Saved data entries
============

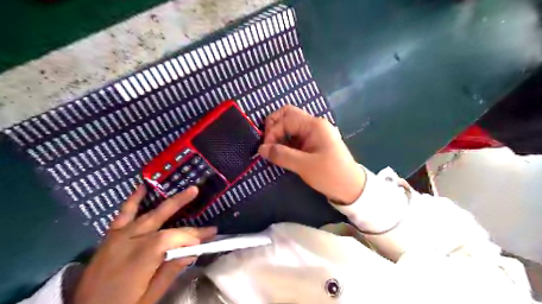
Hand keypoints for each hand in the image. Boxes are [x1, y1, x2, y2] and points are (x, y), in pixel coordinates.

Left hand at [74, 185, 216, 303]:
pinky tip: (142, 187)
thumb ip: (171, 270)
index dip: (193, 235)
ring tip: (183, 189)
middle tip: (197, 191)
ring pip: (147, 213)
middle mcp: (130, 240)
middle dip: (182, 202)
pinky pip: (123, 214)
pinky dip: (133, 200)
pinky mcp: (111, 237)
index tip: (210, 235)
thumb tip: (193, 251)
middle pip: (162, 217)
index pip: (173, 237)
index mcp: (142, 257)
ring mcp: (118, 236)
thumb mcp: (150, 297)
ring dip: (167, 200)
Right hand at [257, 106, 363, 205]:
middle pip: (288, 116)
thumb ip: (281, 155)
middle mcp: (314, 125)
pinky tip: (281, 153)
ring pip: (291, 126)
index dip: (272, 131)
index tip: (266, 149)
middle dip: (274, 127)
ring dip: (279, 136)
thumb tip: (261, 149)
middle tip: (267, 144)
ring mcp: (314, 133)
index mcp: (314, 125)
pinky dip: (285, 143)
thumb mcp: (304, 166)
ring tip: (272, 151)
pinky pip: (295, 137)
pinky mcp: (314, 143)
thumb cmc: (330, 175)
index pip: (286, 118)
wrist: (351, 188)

============

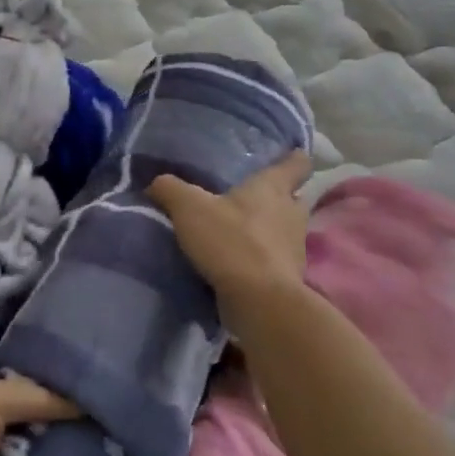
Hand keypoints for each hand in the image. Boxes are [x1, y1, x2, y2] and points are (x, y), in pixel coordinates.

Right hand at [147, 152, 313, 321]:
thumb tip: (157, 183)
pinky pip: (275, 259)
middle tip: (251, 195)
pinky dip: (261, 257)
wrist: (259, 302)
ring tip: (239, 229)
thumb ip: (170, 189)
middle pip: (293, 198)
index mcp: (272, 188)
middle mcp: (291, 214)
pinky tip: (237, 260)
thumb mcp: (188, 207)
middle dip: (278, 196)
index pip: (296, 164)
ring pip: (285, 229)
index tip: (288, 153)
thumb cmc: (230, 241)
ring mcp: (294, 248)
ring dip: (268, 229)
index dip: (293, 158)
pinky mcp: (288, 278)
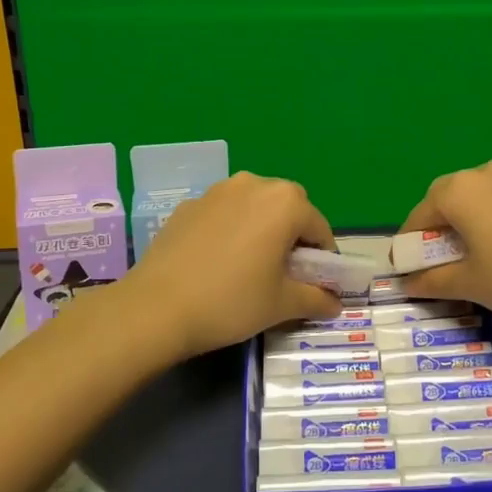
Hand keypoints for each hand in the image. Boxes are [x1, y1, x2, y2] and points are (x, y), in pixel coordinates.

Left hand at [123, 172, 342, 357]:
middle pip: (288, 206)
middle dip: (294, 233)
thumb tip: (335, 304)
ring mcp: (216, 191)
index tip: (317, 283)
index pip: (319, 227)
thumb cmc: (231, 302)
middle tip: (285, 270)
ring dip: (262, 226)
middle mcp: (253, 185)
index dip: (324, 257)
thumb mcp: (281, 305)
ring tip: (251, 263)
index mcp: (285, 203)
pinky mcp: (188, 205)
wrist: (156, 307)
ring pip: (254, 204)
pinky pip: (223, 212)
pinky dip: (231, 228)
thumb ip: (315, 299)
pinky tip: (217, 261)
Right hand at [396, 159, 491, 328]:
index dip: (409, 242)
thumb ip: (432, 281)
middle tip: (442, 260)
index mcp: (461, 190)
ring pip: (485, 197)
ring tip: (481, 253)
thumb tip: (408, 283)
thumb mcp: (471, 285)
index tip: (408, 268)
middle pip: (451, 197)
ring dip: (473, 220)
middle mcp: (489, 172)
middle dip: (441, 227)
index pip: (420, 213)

============

- _Goal of the exercise_:
Of the lines above, extract only those from the line with "index mcp: (461, 190)" to the line with "index pip: (420, 213)", both included, exactly as written.

- _Expected answer_:
index mcp: (461, 190)
ring pip: (485, 197)
ring tip: (481, 253)
thumb tip: (408, 283)
thumb mcp: (471, 285)
index tip: (408, 268)
middle pip: (451, 197)
ring dip: (473, 220)
middle mcp: (489, 172)
middle dip: (441, 227)
index pip: (420, 213)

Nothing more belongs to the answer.